The demographic dividend that China has enjoyed in recent decades has kept wage rates low and saving rates high. With fewer children per worker, China has enjoyed a higher income per head, a large chunk of which it has been able to save and invest. The shrinking of the working-age population will put downward pressure on the saving rate and upward pressure on wages, as coastal factories have already found. According to Mr Laurent, the number of 15- to 24-year-olds will shrink particularly quickly, dropping by 38m, or 21%, over the next ten years.
Emphasis added. The highlighted sentence is a more sophisticated demographic analysis than typically explored in the United States. Workforce trends are hidden below the changes to overall population. Is Tampa growing thanks to more retirees? A bigger population is not necessarily better.

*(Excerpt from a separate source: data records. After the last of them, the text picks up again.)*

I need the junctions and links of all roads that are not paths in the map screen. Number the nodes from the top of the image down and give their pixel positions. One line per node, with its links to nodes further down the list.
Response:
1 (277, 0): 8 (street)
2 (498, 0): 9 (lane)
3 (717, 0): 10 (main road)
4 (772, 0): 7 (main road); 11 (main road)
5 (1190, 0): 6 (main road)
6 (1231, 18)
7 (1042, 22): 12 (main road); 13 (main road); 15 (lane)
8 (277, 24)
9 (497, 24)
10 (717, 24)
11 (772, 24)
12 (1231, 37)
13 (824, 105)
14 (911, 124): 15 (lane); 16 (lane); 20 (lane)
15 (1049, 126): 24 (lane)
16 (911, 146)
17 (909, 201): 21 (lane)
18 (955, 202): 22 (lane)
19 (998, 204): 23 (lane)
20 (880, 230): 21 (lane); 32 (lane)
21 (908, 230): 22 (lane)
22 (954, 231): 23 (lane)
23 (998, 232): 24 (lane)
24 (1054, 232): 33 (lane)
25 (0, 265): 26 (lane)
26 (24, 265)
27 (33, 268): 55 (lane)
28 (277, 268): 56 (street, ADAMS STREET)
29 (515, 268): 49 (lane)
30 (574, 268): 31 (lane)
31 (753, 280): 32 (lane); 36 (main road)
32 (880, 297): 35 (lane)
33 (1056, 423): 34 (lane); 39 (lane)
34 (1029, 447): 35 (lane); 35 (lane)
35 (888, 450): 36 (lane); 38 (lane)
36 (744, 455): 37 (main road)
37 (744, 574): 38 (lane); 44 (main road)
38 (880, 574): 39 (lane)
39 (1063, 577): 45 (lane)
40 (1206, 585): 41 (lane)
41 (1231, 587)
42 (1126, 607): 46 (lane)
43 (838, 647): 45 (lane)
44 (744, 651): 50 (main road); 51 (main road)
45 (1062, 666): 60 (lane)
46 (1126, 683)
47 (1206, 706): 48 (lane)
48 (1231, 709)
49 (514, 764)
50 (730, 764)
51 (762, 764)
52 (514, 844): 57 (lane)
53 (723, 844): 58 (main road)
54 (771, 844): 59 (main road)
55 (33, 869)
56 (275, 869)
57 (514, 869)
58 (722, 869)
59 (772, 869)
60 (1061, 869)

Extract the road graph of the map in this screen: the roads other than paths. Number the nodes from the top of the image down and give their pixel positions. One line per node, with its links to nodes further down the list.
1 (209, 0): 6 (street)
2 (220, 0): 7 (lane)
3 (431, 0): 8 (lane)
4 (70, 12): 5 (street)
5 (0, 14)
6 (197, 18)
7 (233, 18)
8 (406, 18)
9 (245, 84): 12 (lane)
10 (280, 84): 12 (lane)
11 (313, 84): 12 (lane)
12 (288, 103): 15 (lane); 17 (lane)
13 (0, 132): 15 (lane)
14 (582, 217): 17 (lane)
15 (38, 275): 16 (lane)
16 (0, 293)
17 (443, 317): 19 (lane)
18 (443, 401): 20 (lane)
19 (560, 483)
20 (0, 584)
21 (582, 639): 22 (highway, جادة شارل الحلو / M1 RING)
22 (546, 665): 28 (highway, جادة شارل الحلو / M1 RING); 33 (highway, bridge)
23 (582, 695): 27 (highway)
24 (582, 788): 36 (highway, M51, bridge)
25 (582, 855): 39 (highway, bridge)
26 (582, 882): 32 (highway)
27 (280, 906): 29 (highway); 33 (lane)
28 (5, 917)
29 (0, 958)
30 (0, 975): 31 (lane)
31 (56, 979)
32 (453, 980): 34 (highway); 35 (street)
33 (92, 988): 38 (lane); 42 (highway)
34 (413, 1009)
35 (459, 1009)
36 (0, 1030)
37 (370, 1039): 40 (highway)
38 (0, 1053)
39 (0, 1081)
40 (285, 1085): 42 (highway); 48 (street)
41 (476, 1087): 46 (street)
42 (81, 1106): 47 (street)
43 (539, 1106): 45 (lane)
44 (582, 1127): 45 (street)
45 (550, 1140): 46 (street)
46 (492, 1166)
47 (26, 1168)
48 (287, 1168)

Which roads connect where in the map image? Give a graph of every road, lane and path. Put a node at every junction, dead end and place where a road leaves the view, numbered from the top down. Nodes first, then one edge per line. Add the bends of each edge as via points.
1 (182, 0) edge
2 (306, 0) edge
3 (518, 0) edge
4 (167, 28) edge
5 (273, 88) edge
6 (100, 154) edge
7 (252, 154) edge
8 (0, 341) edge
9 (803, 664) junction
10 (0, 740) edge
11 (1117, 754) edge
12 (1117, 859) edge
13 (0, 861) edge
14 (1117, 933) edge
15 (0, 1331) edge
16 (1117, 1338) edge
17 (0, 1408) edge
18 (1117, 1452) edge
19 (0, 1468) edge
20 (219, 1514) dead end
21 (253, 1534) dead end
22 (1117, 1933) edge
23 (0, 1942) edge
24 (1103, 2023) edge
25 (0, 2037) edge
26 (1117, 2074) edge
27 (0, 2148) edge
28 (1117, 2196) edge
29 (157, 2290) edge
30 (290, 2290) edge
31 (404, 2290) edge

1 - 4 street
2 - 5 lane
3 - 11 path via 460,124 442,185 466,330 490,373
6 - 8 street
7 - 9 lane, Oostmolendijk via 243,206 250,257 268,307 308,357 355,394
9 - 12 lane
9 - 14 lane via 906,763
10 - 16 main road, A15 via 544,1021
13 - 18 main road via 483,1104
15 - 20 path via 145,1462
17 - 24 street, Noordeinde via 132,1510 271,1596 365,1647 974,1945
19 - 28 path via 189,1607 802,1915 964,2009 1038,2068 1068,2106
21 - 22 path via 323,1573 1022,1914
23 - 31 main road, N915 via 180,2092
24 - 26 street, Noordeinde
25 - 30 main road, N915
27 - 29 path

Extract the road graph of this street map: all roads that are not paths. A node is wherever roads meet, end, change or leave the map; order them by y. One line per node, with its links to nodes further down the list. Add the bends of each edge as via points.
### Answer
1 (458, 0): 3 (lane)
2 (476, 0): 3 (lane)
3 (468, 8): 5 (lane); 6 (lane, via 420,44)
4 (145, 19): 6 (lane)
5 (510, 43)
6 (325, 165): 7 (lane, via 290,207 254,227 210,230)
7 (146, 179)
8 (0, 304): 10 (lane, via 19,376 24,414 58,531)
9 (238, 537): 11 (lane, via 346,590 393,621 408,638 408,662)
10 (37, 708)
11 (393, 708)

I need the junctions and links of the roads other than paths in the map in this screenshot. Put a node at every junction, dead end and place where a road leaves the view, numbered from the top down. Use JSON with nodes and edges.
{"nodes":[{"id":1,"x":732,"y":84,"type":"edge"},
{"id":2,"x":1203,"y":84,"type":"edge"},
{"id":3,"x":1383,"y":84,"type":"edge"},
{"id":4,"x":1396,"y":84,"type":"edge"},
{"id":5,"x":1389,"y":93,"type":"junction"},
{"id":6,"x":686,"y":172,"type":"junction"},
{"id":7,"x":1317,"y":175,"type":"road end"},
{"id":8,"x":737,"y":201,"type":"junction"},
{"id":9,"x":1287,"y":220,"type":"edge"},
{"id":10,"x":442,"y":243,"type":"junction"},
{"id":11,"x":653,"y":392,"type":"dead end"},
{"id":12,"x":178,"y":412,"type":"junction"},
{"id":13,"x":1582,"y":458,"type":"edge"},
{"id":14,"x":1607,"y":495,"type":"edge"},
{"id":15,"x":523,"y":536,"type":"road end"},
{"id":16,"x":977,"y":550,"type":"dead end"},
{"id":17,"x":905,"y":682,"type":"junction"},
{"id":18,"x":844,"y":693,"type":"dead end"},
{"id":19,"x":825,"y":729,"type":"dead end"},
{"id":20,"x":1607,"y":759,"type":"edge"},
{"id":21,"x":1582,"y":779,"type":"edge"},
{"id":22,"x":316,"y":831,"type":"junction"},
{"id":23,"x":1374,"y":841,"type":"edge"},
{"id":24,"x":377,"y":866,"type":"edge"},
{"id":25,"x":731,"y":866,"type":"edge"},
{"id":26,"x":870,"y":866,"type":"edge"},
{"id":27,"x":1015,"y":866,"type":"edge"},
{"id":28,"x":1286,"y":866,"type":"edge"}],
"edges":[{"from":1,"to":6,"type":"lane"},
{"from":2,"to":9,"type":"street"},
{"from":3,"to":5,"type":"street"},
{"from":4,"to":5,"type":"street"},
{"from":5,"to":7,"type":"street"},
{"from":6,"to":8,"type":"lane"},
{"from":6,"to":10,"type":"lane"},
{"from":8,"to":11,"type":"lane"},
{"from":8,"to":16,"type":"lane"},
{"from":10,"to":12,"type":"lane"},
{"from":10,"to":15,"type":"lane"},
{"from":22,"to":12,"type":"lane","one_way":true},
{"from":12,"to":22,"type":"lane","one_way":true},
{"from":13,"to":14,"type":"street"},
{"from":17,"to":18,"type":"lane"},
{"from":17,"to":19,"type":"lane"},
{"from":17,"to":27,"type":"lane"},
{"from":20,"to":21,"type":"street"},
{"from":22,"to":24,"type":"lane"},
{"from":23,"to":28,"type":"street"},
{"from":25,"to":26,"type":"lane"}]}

Both positive and negative trends can be lurking underneath the usual indicators. That's why Richey Piiparinen and I have developed the lens of ironic demographics:
As residents left Cleveland and Cuyahoga County in unprecedented numbers last decade, one group defied that trend assertively. Young adults, minorities in particular, moved in eye-opening numbers to some urban neighborhoods of the city and its inner-ring suburbs, according to a new report. ...
... "We're talking about an infusion of fresh blood," said Richey Piiparinen, a Cleveland policy researcher who specializes in the economic power behind demographic patterns. "Circulation of people is something we've been languishing in. That may be changing."
Piiparinen makes that argument in report he wrote for the Center on Urban Poverty and Community Development at Case Western Reserve University: "Mapping Human Capital: Where Northeast Ohio's Young and Middle-Age Adults are Migrating."
The migration of young adults into the urban core of a dying city is unexpected, challenging the dominant perception of Cleveland as plagued with brain drain. Everyone is leaving.
What does Cleveland have to do with China? Back to the demographic "crisis":
Since 1995 China’s economy has grown at an extraordinary rate, expanding by 9.8% a year on average. But its ascent relies less on raw human effort than many people think. By Mr Kuijs’s calculations, the mere expansion of employment has contributed only 0.7 percentage points of its annual growth. The movement of labour from agriculture to other, more productive parts of the economy has contributed twice as much. But China owes the bulk of its growth not to adding labour or moving it, but to augmenting it—raising its productivity within industry. The secret of China’s success lies not in the workers it adds, but in what new capital, technology and know-how adds to its workers.
Emphasis added. That's a major paradigm shift. The enhanced quality of the workforce contributes more to economic growth than the increase in workforce quantity. In Cleveland terms, a shrinking city may indicate substantial brain gain. People develop, not places.